- _WORK INSTRUCTION_
All entries below are to be reproduced exactly.

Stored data
______

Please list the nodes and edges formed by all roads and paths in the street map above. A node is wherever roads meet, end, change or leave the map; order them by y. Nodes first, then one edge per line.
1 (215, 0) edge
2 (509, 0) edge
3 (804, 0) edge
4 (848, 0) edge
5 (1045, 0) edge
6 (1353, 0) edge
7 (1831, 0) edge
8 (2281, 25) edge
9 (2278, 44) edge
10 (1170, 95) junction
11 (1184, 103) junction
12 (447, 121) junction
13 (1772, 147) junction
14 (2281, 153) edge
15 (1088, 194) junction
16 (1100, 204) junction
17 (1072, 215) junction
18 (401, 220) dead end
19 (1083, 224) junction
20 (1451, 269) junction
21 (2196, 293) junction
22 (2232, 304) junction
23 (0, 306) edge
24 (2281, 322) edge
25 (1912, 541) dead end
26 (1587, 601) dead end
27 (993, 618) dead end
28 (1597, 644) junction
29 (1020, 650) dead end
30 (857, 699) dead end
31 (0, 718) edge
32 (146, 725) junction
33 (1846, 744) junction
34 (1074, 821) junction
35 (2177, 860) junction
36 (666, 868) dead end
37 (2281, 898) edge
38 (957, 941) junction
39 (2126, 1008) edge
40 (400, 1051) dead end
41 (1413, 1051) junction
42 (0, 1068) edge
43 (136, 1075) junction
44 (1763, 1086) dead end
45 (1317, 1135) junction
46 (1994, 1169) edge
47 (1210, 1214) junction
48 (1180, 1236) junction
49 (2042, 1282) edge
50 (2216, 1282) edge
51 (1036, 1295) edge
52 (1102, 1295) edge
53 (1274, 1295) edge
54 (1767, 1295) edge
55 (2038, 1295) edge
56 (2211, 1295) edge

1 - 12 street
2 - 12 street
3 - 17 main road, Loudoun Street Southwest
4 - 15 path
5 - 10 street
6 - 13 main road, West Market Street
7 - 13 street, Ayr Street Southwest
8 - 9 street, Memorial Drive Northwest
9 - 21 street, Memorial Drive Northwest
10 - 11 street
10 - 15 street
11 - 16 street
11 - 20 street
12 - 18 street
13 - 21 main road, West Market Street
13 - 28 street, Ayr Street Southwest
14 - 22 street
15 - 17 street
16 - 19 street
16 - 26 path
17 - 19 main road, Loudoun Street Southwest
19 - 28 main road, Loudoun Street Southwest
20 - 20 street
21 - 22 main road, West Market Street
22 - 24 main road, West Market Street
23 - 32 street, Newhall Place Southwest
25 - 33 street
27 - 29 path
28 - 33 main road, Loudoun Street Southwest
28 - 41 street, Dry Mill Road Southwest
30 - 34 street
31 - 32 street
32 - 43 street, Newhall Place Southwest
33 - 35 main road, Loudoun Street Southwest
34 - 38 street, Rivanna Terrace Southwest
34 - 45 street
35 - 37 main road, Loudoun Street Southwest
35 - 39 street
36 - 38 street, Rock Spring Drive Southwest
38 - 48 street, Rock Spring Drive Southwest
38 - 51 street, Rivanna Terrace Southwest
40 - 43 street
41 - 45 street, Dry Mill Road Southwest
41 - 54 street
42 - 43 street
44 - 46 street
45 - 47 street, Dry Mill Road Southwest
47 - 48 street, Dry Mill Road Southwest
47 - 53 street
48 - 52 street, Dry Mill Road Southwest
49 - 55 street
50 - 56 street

______

- _RESPONSE_
Please list the nodes and edges formed by all roads and paths in the street map above. A node is wherever roads meet, end, change or leave the map; order them by y. Nodes first, then one edge per line.
1 (215, 0) edge
2 (509, 0) edge
3 (804, 0) edge
4 (848, 0) edge
5 (1045, 0) edge
6 (1353, 0) edge
7 (1831, 0) edge
8 (2281, 25) edge
9 (2278, 44) edge
10 (1170, 95) junction
11 (1184, 103) junction
12 (447, 121) junction
13 (1772, 147) junction
14 (2281, 153) edge
15 (1088, 194) junction
16 (1100, 204) junction
17 (1072, 215) junction
18 (401, 220) dead end
19 (1083, 224) junction
20 (1451, 269) junction
21 (2196, 293) junction
22 (2232, 304) junction
23 (0, 306) edge
24 (2281, 322) edge
25 (1912, 541) dead end
26 (1587, 601) dead end
27 (993, 618) dead end
28 (1597, 644) junction
29 (1020, 650) dead end
30 (857, 699) dead end
31 (0, 718) edge
32 (146, 725) junction
33 (1846, 744) junction
34 (1074, 821) junction
35 (2177, 860) junction
36 (666, 868) dead end
37 (2281, 898) edge
38 (957, 941) junction
39 (2126, 1008) edge
40 (400, 1051) dead end
41 (1413, 1051) junction
42 (0, 1068) edge
43 (136, 1075) junction
44 (1763, 1086) dead end
45 (1317, 1135) junction
46 (1994, 1169) edge
47 (1210, 1214) junction
48 (1180, 1236) junction
49 (2042, 1282) edge
50 (2216, 1282) edge
51 (1036, 1295) edge
52 (1102, 1295) edge
53 (1274, 1295) edge
54 (1767, 1295) edge
55 (2038, 1295) edge
56 (2211, 1295) edge

1 - 12 street
2 - 12 street
3 - 17 main road, Loudoun Street Southwest
4 - 15 path
5 - 10 street
6 - 13 main road, West Market Street
7 - 13 street, Ayr Street Southwest
8 - 9 street, Memorial Drive Northwest
9 - 21 street, Memorial Drive Northwest
10 - 11 street
10 - 15 street
11 - 16 street
11 - 20 street
12 - 18 street
13 - 21 main road, West Market Street
13 - 28 street, Ayr Street Southwest
14 - 22 street
15 - 17 street
16 - 19 street
16 - 26 path
17 - 19 main road, Loudoun Street Southwest
19 - 28 main road, Loudoun Street Southwest
20 - 20 street
21 - 22 main road, West Market Street
22 - 24 main road, West Market Street
23 - 32 street, Newhall Place Southwest
25 - 33 street
27 - 29 path
28 - 33 main road, Loudoun Street Southwest
28 - 41 street, Dry Mill Road Southwest
30 - 34 street
31 - 32 street
32 - 43 street, Newhall Place Southwest
33 - 35 main road, Loudoun Street Southwest
34 - 38 street, Rivanna Terrace Southwest
34 - 45 street
35 - 37 main road, Loudoun Street Southwest
35 - 39 street
36 - 38 street, Rock Spring Drive Southwest
38 - 48 street, Rock Spring Drive Southwest
38 - 51 street, Rivanna Terrace Southwest
40 - 43 street
41 - 45 street, Dry Mill Road Southwest
41 - 54 street
42 - 43 street
44 - 46 street
45 - 47 street, Dry Mill Road Southwest
47 - 48 street, Dry Mill Road Southwest
47 - 53 street
48 - 52 street, Dry Mill Road Southwest
49 - 55 street
50 - 56 street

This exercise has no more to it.